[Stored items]

····················

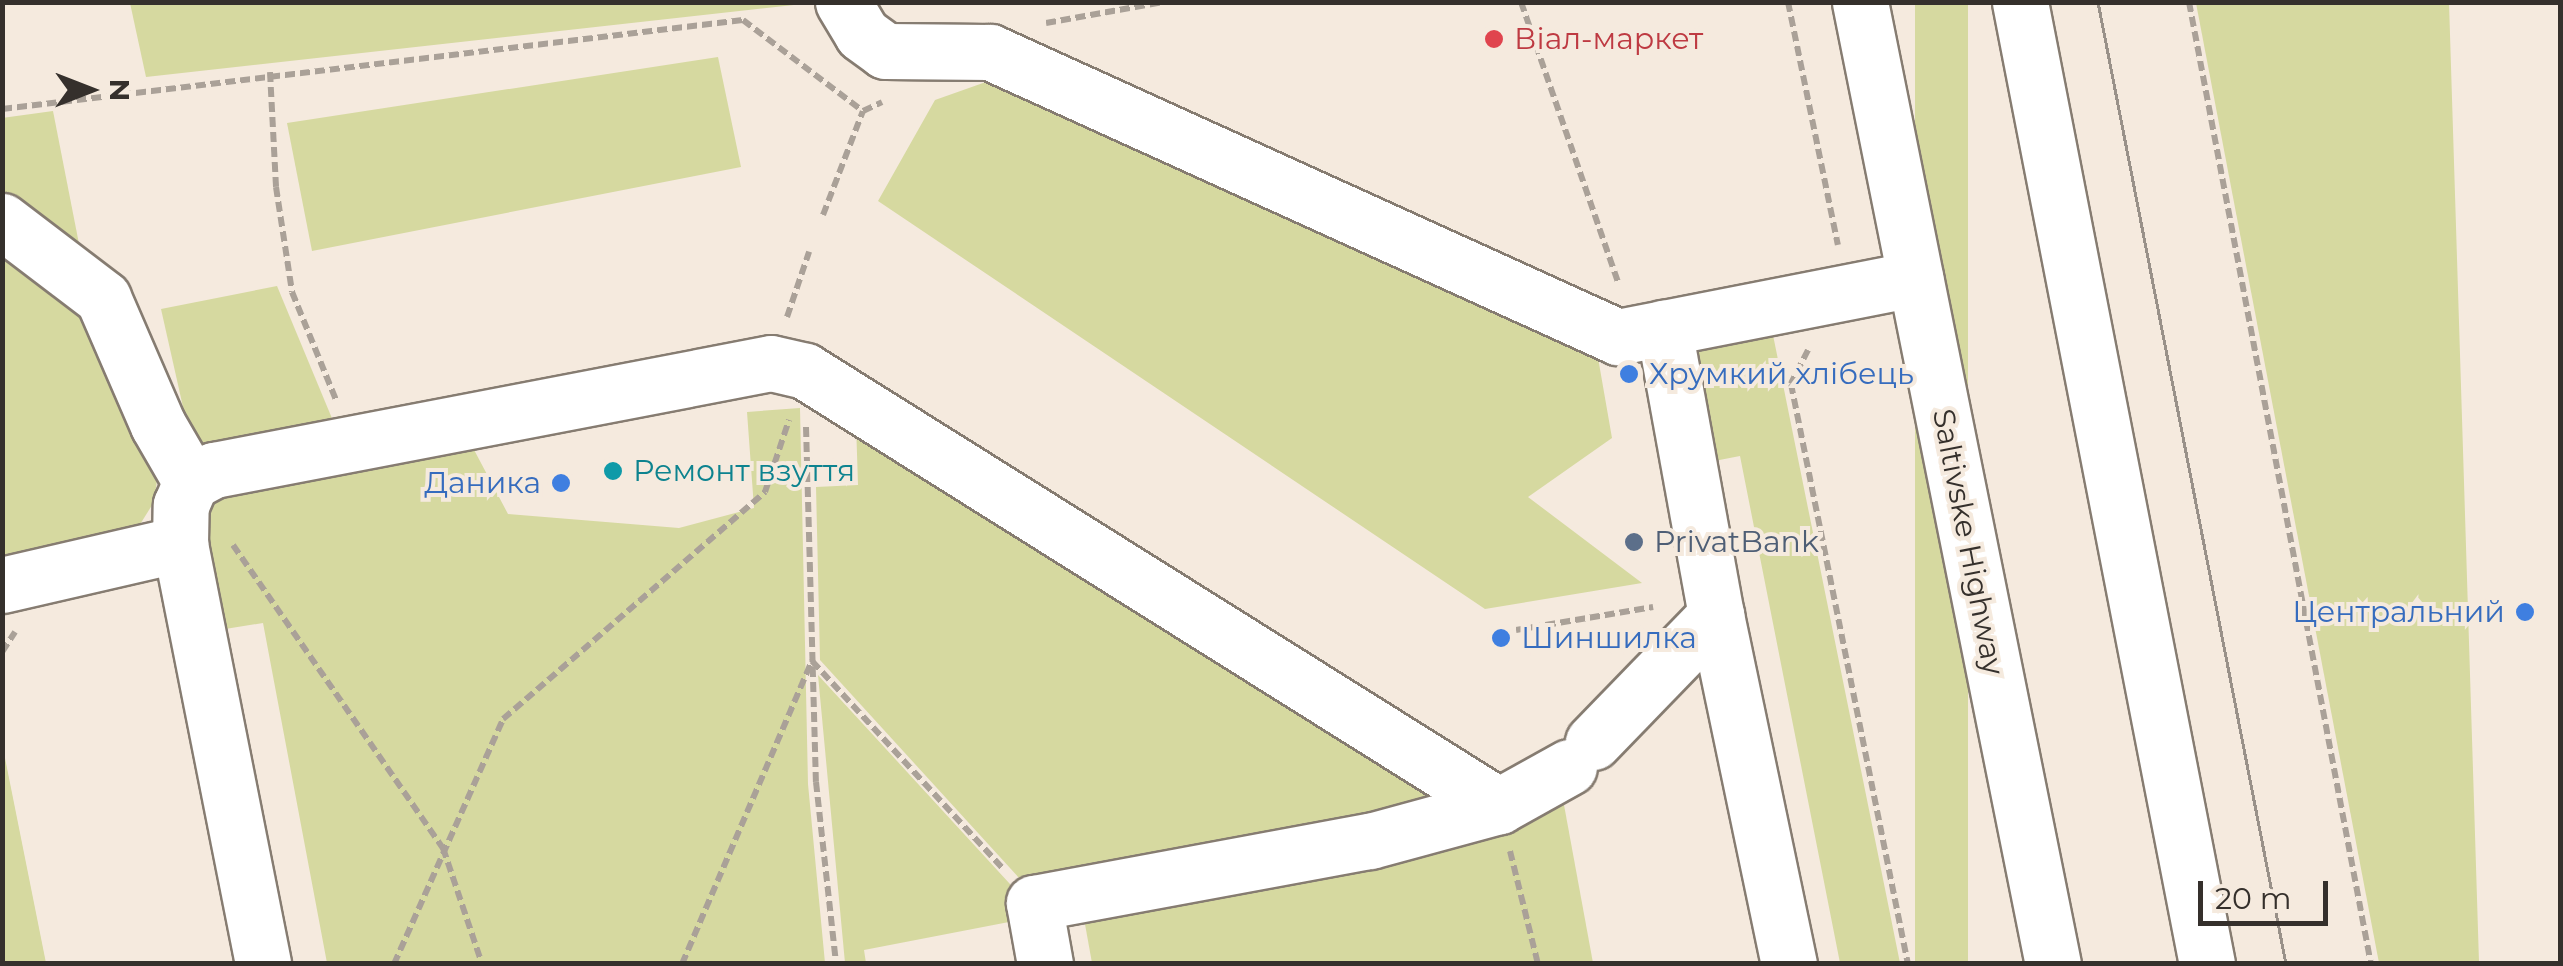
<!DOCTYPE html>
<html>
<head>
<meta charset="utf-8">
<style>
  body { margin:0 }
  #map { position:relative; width:2563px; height:966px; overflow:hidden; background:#f5eade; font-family:Montserrat,sans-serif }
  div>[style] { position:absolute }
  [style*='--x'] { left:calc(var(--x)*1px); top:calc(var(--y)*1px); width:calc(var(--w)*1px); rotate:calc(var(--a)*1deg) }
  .green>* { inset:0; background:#d6d9a0; transform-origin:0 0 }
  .path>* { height:6px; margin-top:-3px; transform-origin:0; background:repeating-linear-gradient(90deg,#aaa198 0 10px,transparent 0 15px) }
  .roads { filter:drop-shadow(2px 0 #867c71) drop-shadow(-2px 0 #867c71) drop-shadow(0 2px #867c71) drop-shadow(0 -2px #867c71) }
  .minor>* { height:55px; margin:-27.5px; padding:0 27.5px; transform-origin:27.5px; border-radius:27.5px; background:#fff }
  .major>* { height:55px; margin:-27.5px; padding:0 27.5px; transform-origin:27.5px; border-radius:27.5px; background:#fff }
  .tram>* { height:2.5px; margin:-1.25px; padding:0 1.25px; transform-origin:1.25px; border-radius:1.25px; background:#999189 }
  .dots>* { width:28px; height:28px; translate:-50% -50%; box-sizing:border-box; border:5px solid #f5eade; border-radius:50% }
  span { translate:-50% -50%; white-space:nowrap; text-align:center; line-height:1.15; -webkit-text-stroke:8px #f5eade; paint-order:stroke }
  .health-label { font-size:30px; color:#be3a42 }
  .left { translate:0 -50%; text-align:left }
  .shop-label { font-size:30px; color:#366cbe }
  .right { translate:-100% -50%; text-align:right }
  .culture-label { font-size:30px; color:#0d838f }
  .service-label { font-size:30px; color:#4e5e75 }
  .street-label { font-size:30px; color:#35302c }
  .frame { position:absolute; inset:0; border:5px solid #35302c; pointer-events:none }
  .north { position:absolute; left:40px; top:40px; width:100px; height:100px; -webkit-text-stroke:8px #f5eade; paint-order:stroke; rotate:90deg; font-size:28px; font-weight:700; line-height:40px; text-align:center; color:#35302c }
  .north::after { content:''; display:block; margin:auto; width:35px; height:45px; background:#35302c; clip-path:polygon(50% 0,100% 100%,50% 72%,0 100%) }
  .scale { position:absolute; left:2198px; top:881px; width:130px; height:45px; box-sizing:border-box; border:5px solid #35302c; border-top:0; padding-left:12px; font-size:30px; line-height:35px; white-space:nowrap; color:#35302c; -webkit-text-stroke:8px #f5eade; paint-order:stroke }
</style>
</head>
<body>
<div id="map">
  <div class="green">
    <i style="clip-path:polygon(130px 3px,130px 2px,812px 3px,146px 77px)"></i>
    <i style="left:1915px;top:3px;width:53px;height:979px"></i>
    <i style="clip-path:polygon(2196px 3px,2449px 3px,2479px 963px,2379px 963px)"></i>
    <i style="clip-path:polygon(718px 57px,741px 167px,312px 251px,287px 123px)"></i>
    <i style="clip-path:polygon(1000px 77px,1597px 352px,1612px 438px,1528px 497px,1642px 583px,1485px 609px,878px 201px,935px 100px)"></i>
    <i style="clip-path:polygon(53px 111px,80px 249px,3px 214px,2px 118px)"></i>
    <i style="clip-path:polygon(2px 233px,95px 305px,159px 466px,154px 502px,139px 526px,2px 578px)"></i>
    <i style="clip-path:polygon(277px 286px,336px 428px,192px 447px,161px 309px)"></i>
    <i style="clip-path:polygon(1773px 335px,1900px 963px,1840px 963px,1740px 456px,1704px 463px,1685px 353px)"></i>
    <i style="clip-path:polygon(800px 408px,808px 784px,825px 963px,327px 963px,263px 623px,219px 630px,201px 530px,212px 501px,472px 446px,508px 514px,679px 528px,754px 508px,747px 412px)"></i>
    <i style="clip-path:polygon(856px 423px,1447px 799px,1030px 890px,820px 660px,816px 487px,858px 485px)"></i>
    <i style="clip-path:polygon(818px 675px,1021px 896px,1025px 919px,864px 950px,866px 963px,845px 963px)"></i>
    <i style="clip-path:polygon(3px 748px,46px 963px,3px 963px)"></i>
    <i style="clip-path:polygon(1562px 794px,1593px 963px,1092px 963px,1083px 913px)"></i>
  </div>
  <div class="path">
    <i style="--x:1521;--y:2;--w:299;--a:70.9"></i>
    <i style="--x:1788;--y:2;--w:248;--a:78.4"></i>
    <i style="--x:2189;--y:2;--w:979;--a:79.29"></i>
    <i style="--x:1046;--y:23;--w:119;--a:-10.2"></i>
    <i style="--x:270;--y:72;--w:115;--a:87"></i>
    <i style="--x:276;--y:187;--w:106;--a:81.3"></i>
    <i style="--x:292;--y:292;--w:117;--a:67.8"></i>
    <i style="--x:2;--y:109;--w:746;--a:-6.85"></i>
    <i style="--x:743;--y:20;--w:151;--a:37.2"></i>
    <i style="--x:823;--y:215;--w:111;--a:-69"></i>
    <i style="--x:863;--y:111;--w:21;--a:-25"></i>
    <i style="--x:787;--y:317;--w:69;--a:-71.3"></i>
    <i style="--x:1808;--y:350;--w:38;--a:117"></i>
    <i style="--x:1791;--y:384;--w:592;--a:78.6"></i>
    <i style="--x:806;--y:427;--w:355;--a:88.4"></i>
    <i style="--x:816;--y:782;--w:183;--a:83.7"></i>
    <i style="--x:233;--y:545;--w:369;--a:55.3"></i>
    <i style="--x:443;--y:848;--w:122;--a:71.4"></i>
    <i style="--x:1516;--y:630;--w:139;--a:-9.5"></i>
    <i style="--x:2;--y:652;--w:24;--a:-57"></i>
    <i style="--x:1510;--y:851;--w:116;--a:76.1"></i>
    <i style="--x:394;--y:964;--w:268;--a:-66"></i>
    <i style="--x:503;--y:719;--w:347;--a:-40.9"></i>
    <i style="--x:765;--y:492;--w:76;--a:-71.6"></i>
    <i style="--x:682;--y:964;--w:330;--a:-66.8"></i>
    <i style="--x:812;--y:661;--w:284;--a:47.4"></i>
  </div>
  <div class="roads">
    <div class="minor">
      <i style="--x:843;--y:2;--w:37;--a:59"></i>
      <i style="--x:862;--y:34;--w:29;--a:36"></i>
      <i style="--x:885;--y:51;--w:105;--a:0.5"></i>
      <i style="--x:990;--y:52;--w:690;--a:24.41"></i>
      <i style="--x:1618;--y:337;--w:303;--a:-11.1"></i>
      <i style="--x:2;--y:221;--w:127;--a:37.3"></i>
      <i style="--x:103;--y:298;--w:138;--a:66.6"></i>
      <i style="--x:158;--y:425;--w:66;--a:59.9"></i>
      <i style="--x:180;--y:544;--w:39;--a:-89"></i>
      <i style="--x:181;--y:505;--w:25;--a:-67"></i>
      <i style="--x:191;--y:482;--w:26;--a:-28"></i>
      <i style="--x:214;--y:470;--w:567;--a:-10.87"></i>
      <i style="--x:771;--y:363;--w:35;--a:13"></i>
      <i style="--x:805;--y:371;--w:819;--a:32.08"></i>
      <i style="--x:1499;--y:806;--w:80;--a:-29.1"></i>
      <i style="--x:2;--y:585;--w:183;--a:-13"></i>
      <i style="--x:180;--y:544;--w:428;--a:78.8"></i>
      <i style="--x:1716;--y:615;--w:357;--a:78.2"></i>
      <i style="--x:1593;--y:742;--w:177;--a:-45.9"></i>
      <i style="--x:1716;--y:615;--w:292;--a:-100.3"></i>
      <i style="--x:1045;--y:964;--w:62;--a:-100.2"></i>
      <i style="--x:1034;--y:903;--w:342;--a:-10.5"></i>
      <i style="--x:1370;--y:841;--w:134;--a:-15.2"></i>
    </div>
    <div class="major">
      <i style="--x:1860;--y:2;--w:981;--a:78.66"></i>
      <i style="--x:2020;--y:2;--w:980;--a:79"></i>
    </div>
  </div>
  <div class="tram">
    <i style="--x:2098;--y:2;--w:980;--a:78.94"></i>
  </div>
  <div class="dots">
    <i style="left:1494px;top:39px;background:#e0444e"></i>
    <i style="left:1629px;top:374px;background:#3f7fe0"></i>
    <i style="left:613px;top:471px;background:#0f9aa8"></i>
    <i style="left:561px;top:483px;background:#3f7fe0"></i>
    <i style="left:1634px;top:542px;background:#5c6f8a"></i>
    <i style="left:2525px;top:612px;background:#3f7fe0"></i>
    <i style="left:1501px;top:638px;background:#3f7fe0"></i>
  </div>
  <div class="health-label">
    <span class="left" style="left:1514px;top:39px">Віал-маркет</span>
  </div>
  <div class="shop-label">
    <span class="left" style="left:1649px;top:374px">Хрумкий хлібець</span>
    <span class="right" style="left:541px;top:483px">Даника</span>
    <span class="right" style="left:2505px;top:612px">Центральний</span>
    <span class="left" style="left:1521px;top:638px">Шиншилка</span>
  </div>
  <div class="culture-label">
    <span class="left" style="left:633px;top:471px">Ремонт взуття</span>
  </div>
  <div class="service-label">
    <span class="left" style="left:1654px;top:542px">PrivatBank</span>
  </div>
  <div class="street-label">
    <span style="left:1968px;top:542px;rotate:79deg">Saltivske Highway</span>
  </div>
  <div class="frame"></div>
  <div class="north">N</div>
  <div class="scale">20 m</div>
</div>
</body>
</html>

····················

Each line of the data above that contains the word "roads" counts once; report the total and add nothing.

Response area:
2